If You Don’t Set the Objective, You Don’t Control the Outcome
Fire safety design often begins with solutions. Sprinklers are added. Stairs are checked. Smoke control is introduced. Compliance is demonstrated. But a more fundamental question is frequently left unasked. What is the building actually trying to achieve in fire?
Without clearly defined fire safety objectives, design becomes reactive. It follows guidance, adopts standard measures, and satisfies minimum expectations. That may achieve compliance. It does not necessarily achieve intent.
At its core, fire safety design is an exercise in managing consequences. Life safety is the primary objective, and rightly so. Protection of firefighters, prevention of fire spread, and compliance with regulatory requirements follow closely behind. These are well understood, embedded in guidance, and consistently applied.
What is less consistently addressed is mission continuity.
Buildings are rarely neutral assets. Hospitals must continue to treat patients. Data centres must remain operational. Transport hubs must maintain movement. Commercial buildings must protect business viability. Even where full continuity is not realistic, the speed and extent of recovery can be critical.
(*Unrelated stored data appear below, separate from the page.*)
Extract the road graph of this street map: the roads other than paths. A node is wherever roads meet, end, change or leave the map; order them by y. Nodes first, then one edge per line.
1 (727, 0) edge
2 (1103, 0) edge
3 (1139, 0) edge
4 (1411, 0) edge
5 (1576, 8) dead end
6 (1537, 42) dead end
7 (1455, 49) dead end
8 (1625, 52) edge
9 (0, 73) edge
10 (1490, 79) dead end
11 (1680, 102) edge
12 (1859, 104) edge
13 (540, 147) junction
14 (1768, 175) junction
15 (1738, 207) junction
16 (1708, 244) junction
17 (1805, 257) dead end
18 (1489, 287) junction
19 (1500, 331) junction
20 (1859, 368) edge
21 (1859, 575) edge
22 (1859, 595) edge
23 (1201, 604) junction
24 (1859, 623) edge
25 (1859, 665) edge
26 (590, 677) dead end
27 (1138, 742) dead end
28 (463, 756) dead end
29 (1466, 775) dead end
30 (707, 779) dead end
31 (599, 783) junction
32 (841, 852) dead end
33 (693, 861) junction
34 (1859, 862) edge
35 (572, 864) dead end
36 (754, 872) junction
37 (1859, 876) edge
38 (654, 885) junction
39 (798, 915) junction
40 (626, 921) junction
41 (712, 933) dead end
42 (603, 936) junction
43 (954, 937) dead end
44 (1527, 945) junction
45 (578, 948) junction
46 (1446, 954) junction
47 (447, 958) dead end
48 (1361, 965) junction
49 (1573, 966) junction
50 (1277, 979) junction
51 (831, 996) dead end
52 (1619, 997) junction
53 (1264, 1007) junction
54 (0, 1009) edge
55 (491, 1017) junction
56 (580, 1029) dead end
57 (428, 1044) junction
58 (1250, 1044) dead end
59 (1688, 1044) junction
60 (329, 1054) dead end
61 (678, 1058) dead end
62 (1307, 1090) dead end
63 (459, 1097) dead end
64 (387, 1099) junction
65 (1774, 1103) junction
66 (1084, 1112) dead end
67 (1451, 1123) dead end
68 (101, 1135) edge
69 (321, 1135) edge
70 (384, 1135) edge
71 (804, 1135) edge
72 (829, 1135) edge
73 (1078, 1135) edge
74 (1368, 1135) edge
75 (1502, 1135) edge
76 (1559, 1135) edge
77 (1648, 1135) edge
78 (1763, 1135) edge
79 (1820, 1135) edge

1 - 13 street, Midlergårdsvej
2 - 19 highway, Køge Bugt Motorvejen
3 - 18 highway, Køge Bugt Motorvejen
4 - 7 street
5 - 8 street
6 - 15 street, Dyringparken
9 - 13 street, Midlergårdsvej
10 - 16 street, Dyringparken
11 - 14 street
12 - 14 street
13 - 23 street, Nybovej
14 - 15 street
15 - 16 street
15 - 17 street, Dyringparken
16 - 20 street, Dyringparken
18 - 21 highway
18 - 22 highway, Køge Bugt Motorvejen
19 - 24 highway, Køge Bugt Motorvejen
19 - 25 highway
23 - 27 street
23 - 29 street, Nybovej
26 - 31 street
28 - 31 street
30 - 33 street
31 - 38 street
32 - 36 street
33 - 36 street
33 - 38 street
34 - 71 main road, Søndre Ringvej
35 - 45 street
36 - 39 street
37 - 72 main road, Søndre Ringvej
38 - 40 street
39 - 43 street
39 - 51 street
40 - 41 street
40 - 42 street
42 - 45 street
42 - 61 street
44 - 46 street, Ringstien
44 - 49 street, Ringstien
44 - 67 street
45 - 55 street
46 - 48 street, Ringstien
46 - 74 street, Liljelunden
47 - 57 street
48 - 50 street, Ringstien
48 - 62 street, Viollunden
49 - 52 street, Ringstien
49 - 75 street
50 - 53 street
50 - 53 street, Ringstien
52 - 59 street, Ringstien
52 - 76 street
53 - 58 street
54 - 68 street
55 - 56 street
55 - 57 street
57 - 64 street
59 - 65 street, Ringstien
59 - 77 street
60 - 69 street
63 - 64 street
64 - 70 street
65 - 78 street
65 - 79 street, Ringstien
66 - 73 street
Yet this objective is often implicit, rather than explicit.
When mission continuity is not defined at the outset, it is not designed for. Structural fire resistance may be set to minimum code requirements, without considering post-fire stability. Critical systems may be co-located, creating single points of failure. Fire suppression may be designed for life safety, but not for asset protection or business resilience. The building may be safe to evacuate, but not viable to reoccupy.
This is not a failure of engineering. It is a failure of briefing.
Clear objectives allow proportionate design. If continuity matters, it can be translated into performance requirements. Enhanced compartmentation. Redundancy in critical systems. Protection of key structural elements. Improved suppression strategies. These are not exotic interventions. They are simply aligned decisions.
There is also a governance dimension. Dutyholders and clients need to articulate what success looks like. Not just in terms of compliance, but in terms of consequence. What level of disruption is acceptable? What level of loss is tolerable? These are commercial and operational questions, but they have direct technical implications.
The absence of these discussions leads to a familiar outcome. A building that complies on paper, but falls short in practice when tested by fire.
This is particularly relevant in performance-based design. Tools such as BS 7974 provide a framework, but they rely on clearly stated objectives. Without them, analysis becomes untethered. Assumptions fill the gap. The design may be sophisticated, but its purpose is unclear.
The solution is not more complexity. It is more clarity.
Set the objectives early. Be explicit about priorities. Recognise that life safety is essential, but not always sufficient. Where mission continuity matters, treat it as a design driver, not an afterthought.
The message is simple. Fire safety is not just about surviving a fire. It is about what happens next.